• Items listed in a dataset
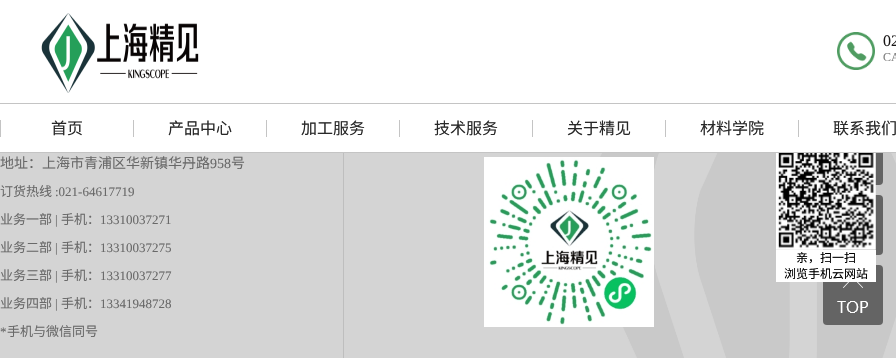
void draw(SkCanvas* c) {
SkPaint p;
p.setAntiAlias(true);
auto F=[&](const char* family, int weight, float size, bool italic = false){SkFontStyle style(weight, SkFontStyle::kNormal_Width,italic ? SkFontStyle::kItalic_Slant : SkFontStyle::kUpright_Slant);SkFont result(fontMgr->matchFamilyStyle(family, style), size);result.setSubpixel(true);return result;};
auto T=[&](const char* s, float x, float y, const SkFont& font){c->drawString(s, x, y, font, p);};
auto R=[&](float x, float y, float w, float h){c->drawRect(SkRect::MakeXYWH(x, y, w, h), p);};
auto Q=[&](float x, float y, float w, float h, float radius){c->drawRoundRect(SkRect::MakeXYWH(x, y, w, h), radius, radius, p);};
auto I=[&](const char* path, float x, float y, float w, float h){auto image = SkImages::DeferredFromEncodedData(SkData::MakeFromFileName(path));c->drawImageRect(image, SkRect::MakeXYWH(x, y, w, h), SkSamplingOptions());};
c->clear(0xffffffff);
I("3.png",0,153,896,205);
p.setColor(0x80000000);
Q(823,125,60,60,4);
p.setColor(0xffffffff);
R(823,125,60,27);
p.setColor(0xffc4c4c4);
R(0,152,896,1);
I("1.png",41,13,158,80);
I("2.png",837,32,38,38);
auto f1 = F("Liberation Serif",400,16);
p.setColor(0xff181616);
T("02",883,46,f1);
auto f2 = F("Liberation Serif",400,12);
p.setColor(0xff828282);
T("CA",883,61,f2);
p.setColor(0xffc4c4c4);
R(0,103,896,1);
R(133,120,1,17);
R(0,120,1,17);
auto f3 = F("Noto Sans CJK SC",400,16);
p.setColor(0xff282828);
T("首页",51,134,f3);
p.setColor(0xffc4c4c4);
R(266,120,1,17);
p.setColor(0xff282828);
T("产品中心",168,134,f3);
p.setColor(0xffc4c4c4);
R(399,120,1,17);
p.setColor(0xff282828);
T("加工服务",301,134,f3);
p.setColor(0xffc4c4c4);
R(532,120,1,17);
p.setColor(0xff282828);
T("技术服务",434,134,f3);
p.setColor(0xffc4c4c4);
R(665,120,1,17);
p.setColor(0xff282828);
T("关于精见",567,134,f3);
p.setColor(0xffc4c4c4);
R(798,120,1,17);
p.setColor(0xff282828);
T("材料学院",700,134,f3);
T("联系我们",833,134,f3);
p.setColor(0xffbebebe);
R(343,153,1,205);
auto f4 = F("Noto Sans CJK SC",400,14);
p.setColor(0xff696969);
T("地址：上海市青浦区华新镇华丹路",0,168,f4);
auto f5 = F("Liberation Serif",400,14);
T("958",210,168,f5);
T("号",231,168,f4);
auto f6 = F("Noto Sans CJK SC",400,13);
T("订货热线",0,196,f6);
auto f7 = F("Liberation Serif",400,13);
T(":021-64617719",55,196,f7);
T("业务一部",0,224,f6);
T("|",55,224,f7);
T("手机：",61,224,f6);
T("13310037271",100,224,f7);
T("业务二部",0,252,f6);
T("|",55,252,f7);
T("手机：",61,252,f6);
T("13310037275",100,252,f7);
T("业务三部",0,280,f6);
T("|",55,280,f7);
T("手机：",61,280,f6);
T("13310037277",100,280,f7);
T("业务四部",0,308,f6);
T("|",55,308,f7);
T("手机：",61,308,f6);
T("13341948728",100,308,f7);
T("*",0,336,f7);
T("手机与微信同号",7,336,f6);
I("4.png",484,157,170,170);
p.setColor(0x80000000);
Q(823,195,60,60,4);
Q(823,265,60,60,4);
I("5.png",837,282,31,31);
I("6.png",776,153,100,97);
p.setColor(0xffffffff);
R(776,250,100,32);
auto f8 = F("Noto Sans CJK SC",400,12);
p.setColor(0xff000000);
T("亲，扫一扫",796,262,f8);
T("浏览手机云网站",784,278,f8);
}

• WHAT YOU SHOULD DO
Please give again the entries word for word, starting at the first line and ending with the line that contains "auto F=[&](const char*"; include both of those lines but none of the pictures.

• RESULT FOR THIS EXERCISE
void draw(SkCanvas* c) {
SkPaint p;
p.setAntiAlias(true);
auto F=[&](const char* family, int weight, float size, bool italic = false){SkFontStyle style(weight, SkFontStyle::kNormal_Width,italic ? SkFontStyle::kItalic_Slant : SkFontStyle::kUpright_Slant);SkFont result(fontMgr->matchFamilyStyle(family, style), size);result.setSubpixel(true);return result;};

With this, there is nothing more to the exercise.